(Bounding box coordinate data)
BEGIN

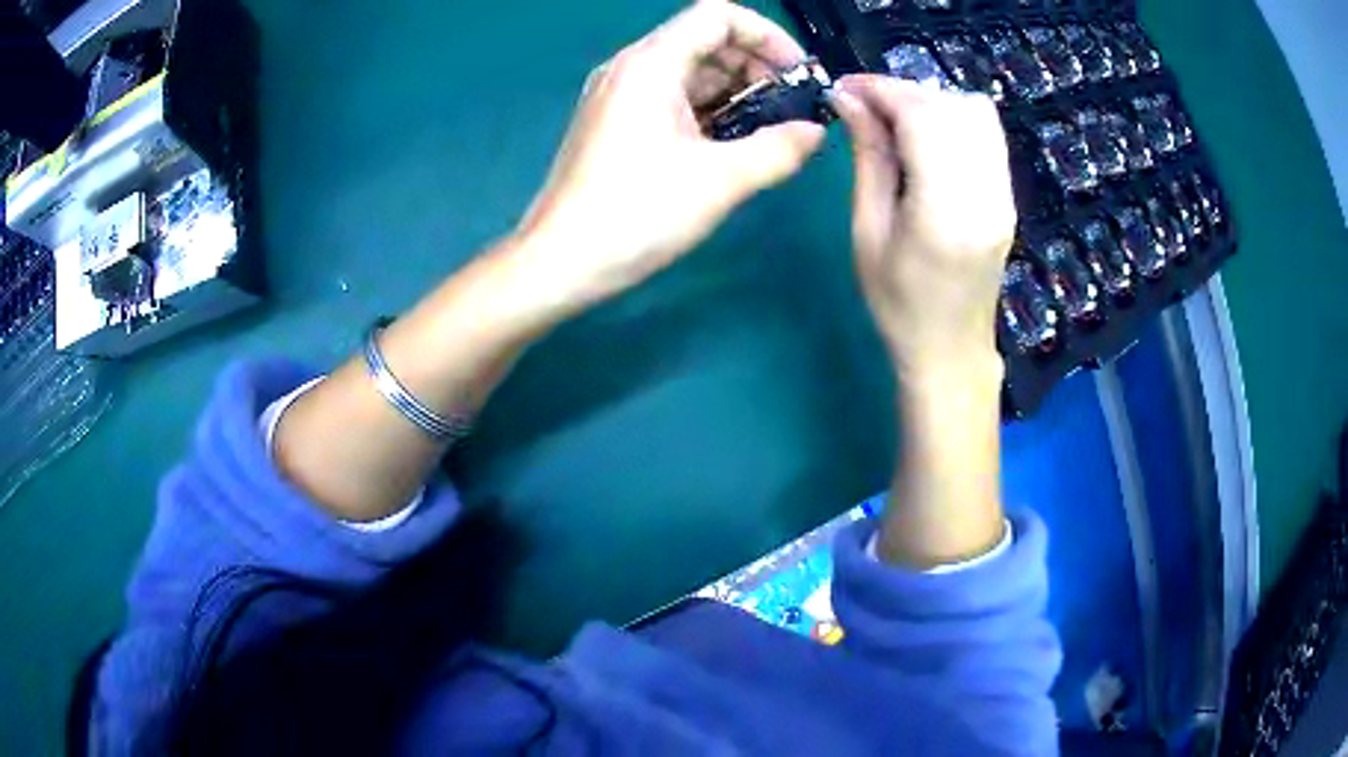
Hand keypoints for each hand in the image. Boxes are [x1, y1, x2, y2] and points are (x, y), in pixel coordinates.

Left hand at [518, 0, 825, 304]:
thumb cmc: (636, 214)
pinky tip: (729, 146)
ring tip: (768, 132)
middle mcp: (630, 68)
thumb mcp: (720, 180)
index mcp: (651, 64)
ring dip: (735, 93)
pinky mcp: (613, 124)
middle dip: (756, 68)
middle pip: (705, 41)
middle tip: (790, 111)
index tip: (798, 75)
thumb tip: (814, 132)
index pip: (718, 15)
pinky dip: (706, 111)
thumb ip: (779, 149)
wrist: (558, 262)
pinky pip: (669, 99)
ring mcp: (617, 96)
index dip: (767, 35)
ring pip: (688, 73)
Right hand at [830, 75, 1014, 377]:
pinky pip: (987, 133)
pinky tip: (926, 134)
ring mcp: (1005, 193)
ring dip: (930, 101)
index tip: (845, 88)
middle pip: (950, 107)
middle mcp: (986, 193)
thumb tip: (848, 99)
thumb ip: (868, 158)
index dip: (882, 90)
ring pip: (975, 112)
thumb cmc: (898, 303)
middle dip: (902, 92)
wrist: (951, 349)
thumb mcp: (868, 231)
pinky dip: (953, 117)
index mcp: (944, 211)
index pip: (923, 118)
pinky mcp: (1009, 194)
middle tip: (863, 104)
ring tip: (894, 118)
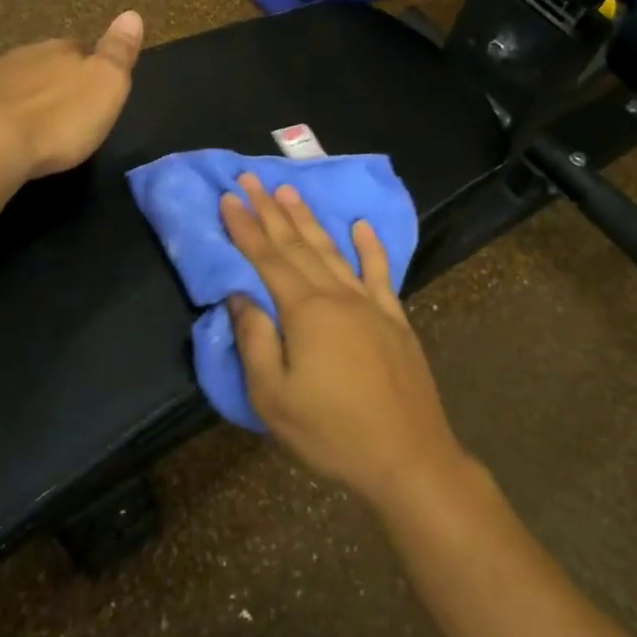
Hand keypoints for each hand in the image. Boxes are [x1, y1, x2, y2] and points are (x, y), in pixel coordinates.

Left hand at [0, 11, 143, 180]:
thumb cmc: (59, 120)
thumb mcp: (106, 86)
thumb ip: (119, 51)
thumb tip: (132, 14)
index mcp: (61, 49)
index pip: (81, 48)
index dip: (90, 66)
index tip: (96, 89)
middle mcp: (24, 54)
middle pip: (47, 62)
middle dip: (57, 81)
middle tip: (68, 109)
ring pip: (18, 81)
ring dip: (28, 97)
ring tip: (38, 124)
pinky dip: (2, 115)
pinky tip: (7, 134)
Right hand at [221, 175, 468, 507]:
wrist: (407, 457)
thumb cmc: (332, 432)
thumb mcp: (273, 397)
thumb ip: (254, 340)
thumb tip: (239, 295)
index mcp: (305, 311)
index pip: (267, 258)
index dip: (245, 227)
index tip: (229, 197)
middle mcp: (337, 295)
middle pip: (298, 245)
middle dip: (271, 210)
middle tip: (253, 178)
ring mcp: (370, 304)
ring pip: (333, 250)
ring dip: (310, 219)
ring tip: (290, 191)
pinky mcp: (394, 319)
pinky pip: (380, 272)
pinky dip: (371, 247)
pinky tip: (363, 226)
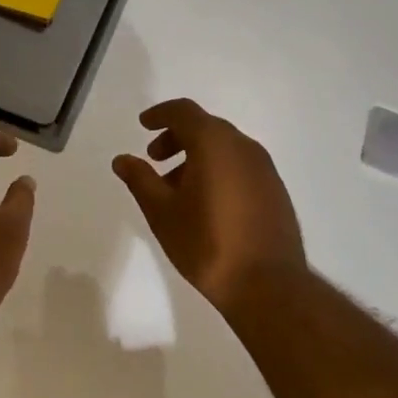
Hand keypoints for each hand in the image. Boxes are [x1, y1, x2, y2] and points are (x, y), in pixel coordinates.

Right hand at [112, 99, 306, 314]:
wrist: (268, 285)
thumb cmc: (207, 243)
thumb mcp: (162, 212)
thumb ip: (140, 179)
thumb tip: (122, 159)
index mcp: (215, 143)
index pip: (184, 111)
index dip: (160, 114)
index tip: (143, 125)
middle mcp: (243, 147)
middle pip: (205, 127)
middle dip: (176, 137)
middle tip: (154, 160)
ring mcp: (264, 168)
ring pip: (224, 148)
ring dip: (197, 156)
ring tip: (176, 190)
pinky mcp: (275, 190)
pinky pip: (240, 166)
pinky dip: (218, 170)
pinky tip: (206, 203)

END
BEGIN

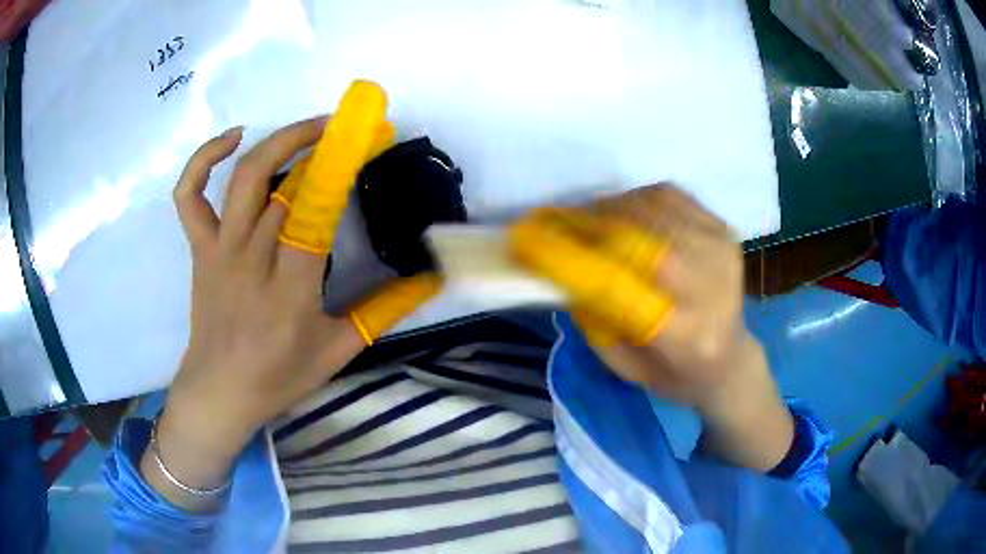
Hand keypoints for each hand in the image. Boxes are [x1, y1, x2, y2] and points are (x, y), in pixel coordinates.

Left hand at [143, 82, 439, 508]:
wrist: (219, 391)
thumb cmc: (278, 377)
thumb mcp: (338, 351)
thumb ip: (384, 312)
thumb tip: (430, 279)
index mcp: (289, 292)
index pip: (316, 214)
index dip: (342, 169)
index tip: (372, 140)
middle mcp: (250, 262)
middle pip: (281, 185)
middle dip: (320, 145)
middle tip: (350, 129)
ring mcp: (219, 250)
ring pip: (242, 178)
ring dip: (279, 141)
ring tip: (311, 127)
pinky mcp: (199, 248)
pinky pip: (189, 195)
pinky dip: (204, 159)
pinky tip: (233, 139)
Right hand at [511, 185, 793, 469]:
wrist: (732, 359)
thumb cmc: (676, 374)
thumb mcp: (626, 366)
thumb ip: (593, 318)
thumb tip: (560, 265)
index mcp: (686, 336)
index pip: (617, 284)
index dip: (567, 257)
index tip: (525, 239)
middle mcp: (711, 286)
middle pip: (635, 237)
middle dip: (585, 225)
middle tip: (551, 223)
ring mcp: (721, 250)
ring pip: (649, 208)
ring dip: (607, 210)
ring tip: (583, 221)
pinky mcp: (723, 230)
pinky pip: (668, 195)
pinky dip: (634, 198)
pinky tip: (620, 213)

END

### Instructions to follow
Leaving every picture aside, reproduce exactly the lines above from the one with "middle tip: (863, 104)" up to and including the one with "ring mcp: (370, 304)", and no others.

### Problem solution
middle tip: (863, 104)
ring tip: (894, 118)
Hand keypoints for each hand in the image. Boxes are [x1, y1, x2, y2] and points are (x, y), in pixel coordinates.

Left hand at [0, 11, 143, 180]:
thumb cmc: (59, 120)
thumb mcp: (106, 86)
thumb ip: (119, 51)
thumb tip: (132, 14)
index mcp: (61, 49)
index pip: (81, 48)
index dip: (90, 66)
index tip: (96, 89)
middle mcp: (24, 54)
middle pip: (47, 62)
middle dip: (57, 81)
middle tip: (68, 109)
ring pip: (18, 81)
ring dip: (28, 97)
ring tip: (38, 124)
pinky dip: (2, 115)
pinky tip: (7, 134)
Right hand at [221, 175, 468, 507]:
wrist: (407, 457)
thumb cmc: (332, 432)
thumb mcp: (273, 397)
thumb ip: (254, 340)
thumb tip: (239, 295)
index mcp: (305, 311)
index pip: (267, 258)
index dip: (245, 227)
index tip: (229, 197)
middle mcp: (337, 295)
middle pip: (298, 245)
middle dip: (271, 210)
middle tip: (253, 178)
ring mcp: (370, 304)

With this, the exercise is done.